The data available through the pybaseball python package is queryable at the individual pitch or hit level, as well as historical player or team data aggregated across seasons. The dataset includes advanced baseball stats and lets you analyze moneyball stats and sabermetrics driving modern baseball analytics. Information on the pybaseball python package can be found on github. The python commands for pybaseball are well documented in the pybaseball package documentation.
What is Row Zero?
Row Zero is a next-gen spreadsheet built for big data. Row Zero brings the power of big data analytics into a simple to use spreadsheet that is accessable to anyone with basic spreadsheet skills. You can open a free spreadsheet on Row Zero to get started.
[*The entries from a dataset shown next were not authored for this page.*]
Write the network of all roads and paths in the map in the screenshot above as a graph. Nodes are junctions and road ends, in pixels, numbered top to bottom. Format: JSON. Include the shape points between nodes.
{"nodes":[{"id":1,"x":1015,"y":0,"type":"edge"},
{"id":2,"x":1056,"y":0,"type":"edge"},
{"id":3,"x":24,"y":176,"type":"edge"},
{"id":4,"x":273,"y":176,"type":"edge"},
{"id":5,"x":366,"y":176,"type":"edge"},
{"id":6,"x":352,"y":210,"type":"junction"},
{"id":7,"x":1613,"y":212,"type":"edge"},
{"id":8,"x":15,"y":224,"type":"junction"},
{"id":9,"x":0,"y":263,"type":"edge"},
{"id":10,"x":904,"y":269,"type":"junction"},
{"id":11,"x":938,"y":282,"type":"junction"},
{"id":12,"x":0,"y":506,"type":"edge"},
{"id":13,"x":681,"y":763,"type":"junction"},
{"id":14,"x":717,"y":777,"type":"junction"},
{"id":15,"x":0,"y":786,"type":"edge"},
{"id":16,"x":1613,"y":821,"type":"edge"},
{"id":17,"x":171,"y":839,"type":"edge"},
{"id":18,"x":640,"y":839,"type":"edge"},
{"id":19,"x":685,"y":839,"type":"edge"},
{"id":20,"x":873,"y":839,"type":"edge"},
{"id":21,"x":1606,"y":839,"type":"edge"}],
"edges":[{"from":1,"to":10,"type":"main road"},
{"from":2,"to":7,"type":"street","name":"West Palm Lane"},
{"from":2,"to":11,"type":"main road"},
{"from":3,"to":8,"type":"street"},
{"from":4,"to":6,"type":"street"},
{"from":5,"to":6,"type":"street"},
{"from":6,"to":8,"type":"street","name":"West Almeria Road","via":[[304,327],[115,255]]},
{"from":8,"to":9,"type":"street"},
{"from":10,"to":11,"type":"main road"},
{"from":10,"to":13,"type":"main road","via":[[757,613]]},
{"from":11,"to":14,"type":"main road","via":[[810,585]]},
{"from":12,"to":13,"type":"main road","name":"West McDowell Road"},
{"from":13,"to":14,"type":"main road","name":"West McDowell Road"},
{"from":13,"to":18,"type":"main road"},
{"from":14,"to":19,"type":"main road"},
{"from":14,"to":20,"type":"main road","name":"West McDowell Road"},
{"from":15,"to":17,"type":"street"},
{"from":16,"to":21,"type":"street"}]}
Row Zero works like Microsoft Excel and Google Sheets but supports billion row data sets (1000x the Excel row limit) and has a built-in Python development environment. The code window where pybaseball commands can be evaluated is accessible on the right-hand side of the screen as highlighted in the image below.
Explore the Pybaseball Spreadsheet Template
We've built an easy to use pybaseball spreadsheet template to help any user get started. Simply open the spreadsheet and start playing around. You can view aggregate individual batting stats and pitching stats for any season or drill down into pitch-by-pitch stats for any player or game. The data includes advanced baseball analytics on any player or team.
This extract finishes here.